(Stored data entries)
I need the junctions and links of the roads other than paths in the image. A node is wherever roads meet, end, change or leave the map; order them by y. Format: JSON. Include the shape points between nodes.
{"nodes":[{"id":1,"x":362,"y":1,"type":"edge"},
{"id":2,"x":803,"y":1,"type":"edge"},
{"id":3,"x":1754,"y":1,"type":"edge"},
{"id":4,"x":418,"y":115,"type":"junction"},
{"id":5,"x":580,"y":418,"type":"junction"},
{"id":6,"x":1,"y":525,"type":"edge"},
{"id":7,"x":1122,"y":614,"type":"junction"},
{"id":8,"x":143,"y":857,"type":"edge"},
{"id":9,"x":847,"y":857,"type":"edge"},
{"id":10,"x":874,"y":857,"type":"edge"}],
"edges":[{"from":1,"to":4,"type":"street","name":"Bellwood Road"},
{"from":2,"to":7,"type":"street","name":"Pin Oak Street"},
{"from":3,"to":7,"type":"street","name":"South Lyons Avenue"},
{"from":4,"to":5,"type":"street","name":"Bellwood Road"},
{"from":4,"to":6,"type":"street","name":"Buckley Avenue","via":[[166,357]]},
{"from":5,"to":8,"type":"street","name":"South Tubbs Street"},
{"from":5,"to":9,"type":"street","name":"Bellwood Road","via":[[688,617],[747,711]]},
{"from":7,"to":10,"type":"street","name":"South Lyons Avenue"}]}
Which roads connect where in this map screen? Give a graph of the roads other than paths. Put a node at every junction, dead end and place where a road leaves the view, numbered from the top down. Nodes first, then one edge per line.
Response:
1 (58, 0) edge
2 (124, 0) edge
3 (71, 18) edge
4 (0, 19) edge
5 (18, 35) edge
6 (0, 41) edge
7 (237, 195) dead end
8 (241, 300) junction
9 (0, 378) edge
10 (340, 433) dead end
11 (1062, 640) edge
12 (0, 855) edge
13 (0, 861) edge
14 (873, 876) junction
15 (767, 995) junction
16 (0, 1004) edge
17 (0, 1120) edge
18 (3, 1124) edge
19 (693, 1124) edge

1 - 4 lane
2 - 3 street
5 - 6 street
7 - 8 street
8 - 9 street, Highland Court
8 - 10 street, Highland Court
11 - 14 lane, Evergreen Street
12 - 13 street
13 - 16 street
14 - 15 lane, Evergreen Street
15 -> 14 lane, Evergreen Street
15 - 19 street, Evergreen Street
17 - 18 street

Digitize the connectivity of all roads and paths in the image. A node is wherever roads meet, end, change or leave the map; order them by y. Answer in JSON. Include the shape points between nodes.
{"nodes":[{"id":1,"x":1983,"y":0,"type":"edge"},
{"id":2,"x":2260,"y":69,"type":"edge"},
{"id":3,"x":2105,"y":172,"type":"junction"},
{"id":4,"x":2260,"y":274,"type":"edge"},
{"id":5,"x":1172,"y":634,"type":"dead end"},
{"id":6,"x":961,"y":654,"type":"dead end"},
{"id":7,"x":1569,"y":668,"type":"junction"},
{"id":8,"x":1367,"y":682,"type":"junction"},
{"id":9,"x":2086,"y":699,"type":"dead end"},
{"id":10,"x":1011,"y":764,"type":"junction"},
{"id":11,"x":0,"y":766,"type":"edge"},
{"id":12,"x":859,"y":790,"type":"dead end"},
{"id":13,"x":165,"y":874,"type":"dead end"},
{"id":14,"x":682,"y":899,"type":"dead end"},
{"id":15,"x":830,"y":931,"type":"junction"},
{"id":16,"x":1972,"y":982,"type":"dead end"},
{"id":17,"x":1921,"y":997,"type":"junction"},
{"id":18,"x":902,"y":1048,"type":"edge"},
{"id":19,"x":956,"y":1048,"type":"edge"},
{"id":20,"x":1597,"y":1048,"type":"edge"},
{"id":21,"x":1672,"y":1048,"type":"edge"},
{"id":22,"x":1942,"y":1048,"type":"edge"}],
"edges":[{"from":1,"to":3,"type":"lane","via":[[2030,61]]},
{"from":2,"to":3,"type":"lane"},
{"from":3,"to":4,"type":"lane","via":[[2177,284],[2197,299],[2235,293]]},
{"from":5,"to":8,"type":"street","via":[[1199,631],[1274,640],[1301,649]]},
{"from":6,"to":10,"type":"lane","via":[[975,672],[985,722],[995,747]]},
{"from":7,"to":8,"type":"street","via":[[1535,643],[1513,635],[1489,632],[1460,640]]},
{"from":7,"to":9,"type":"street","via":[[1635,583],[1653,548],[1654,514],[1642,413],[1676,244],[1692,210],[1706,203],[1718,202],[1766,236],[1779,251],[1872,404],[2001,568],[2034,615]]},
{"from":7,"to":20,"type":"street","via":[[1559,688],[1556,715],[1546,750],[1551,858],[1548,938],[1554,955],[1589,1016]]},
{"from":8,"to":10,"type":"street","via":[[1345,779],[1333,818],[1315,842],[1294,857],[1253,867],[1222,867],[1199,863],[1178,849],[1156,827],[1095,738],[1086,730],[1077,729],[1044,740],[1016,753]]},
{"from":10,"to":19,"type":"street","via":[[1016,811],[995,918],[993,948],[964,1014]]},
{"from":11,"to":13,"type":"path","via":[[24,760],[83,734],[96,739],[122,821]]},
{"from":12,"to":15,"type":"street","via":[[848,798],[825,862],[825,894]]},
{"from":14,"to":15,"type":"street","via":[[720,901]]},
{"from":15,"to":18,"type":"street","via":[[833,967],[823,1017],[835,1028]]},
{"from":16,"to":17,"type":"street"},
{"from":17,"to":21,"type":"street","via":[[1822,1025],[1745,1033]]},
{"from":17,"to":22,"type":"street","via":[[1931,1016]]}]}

Description of the task
In how many lines of the records does the word "Lyons" occur? Reply with the number only.

Answer area
2